See asbestos doesn't stop them around here, the value of land is worth the cost of the cleanup.

Not that they do it properly...


----------



## Shepy

Excellent report, great site and some sweet photos.

~Shepy


----------



## Pincheck

Its a really interesting place to see and work round as its so well in tacked including the stores where they have a stack of freshly wrapped turbine blades


----------



## rjg_scotland

I didn't get a picture of the blades but here's some of the store:


----------



## Cuban B.

I'd hate to end up behind the doors of the asbestos store  I can't say I've found many places with one of them.


----------



## Cerberus

Great report, looks a really cool place to visit.


----------



## wolfism

Cuban B. said:


> I'd hate to end up behind the doors of the asbestos store


You'd be quite safe in there – from fire, at least …


----------



## Pincheck

rjg_scotland said:


> I didn't get a picture of the blades but here's some of the store:




yes you did they are at the bottom of your pic mate 

this is them


----------



## rjg_scotland

Ahh, cool! Nice one


----------



## Foxylady

Very interesting site. Especially liked seeing the outside tanks...and the storage shot...drooling over those cogs! Excellent stuff!


----------



## Pincheck

yeh the place is impressive just due because 99% is still complete from the control rooms to the turbines to the base layer which has a lot of storage rooms and labs to check the slurry samples. people who get in won't be dissappointed but there is a great deal off hazzard involved with it due to salt air corrosion in places outside on walkways.


----------



## nivelo

Hi there,

I been waiting to see if anyone cracks this...
Glad to see it's finally explorable..!

I am heading up to glsgow for a few days, looking to have a look in this one.
So is anyone else around the area in mid july?


----------



## smileysal

Excellent work mate, really enjoyed seeing all the turbines and all the equiment still left there. Very nice seeing the bottles in the lab.

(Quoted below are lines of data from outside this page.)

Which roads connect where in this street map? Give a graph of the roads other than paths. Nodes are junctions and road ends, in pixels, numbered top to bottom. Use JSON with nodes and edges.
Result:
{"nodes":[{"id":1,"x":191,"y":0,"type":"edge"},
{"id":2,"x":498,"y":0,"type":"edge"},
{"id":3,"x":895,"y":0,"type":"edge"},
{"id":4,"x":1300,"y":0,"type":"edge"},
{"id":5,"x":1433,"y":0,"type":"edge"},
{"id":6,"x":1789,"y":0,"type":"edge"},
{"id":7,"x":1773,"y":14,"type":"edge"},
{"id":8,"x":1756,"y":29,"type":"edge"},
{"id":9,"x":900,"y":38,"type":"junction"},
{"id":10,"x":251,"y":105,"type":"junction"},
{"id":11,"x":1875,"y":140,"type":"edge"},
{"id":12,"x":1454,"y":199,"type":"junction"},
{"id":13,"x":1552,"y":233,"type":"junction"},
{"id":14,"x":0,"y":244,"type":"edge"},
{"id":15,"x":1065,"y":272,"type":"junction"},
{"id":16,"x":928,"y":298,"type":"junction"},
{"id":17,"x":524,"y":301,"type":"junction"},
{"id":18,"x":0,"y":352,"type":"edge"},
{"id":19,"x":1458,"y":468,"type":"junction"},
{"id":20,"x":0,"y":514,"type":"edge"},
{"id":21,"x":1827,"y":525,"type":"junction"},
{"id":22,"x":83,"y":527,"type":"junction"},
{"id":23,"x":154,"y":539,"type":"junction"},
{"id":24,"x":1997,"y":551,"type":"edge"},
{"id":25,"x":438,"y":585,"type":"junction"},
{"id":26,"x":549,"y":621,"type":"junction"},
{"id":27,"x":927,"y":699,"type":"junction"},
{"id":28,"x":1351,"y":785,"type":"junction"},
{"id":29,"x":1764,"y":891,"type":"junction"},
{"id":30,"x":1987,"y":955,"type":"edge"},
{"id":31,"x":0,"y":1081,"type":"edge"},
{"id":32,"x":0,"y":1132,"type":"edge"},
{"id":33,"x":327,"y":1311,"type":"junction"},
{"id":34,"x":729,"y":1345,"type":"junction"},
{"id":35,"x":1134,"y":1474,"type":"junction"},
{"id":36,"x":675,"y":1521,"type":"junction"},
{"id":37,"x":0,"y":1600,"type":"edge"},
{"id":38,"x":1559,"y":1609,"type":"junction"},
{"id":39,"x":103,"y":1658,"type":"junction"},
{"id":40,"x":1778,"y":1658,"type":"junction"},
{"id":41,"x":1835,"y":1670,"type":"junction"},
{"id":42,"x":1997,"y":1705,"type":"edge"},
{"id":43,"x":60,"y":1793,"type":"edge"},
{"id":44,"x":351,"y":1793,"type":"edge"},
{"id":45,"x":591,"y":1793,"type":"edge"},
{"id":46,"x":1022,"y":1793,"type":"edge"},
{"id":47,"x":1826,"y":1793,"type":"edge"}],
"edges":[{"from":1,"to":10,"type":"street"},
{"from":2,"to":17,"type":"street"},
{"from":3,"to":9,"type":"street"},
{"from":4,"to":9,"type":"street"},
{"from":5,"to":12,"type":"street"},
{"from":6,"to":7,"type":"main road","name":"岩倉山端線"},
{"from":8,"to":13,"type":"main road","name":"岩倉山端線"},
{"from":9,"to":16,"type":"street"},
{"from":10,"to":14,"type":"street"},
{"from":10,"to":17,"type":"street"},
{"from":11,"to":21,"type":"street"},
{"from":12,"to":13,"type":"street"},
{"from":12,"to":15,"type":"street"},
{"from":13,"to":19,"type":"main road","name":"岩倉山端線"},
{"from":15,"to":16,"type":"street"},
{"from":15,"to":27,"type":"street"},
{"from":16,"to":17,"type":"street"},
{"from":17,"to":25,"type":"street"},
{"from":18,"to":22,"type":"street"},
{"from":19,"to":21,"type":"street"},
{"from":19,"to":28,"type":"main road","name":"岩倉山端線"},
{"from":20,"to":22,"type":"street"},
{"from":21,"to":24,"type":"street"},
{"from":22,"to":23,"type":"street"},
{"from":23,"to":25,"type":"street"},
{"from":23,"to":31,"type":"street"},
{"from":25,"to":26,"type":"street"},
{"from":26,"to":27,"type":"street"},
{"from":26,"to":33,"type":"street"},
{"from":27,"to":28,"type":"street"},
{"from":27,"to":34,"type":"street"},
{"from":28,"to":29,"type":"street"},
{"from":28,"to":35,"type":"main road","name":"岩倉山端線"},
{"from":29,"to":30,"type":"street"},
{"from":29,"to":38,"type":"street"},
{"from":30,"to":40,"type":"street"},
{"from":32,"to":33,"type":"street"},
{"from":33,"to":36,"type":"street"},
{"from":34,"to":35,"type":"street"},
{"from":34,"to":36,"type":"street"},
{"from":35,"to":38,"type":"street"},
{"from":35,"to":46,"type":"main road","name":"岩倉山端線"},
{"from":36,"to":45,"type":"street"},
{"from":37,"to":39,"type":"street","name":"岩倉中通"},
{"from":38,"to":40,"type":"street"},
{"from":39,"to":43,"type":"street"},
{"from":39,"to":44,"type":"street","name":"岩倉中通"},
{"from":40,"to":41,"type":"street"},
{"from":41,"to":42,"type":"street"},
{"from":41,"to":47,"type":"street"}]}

Great pics, really like this,

Cheers,

 Sal


----------



## Zero

nivelo said:


> Hi there,
> 
> I been waiting to see if anyone cracks this...
> Glad to see it's finally explorable..!
> 
> I am heading up to glsgow for a few days, looking to have a look in this one.
> So is anyone else around the area in mid july?



Your not planning to launch fireworks from it are you?


----------



## nivelo

Why would l do that to this site???

That seems pretty stupid.

I hear you are about to go somewhere and do that yourself... but anyway they are fun but in certain places where it will not ruin the location.... which is few and far between.


----------



## sheep2405

The only plac I know that I really seen good effects for fireworks is in a very big drain, and then they look spectacular.


----------



## Gunny

From last weeks local rag

http://www.fifetoday.co.uk/east-fife-mail-news/Demolition-plan-for-Methil-Power.4191948.jp


----------



## Virusman26

Bloody brilliant site mate, well done. Some amazing sights to be seen in there by the looks of it!!!


----------



## Pincheck

well i guess the place is on borrowed time ?


----------



## Bryag

Pincheck said:


> well i guess the place is on borrowed time ?



We are thinking about a visit later in the year. Hopefully the demo will not have started then (given the 2012 deadline)


----------



## spacepunk

Brilliant.


----------



## RiF

wolfism said:


> You'd be quite safe in there – from fire, at least …



hahahaha!


Great pic's!!


----------



## escortmad79

Not been to Methil for ages, is this still standing?


----------



## RichardB

I believe so.


----------



## Gunny

Yup was still there at 4.30 today anyway

http://www.fifetoday.co.uk/east-fife-mail-news/New-power-station-plan.5031588.jp


----------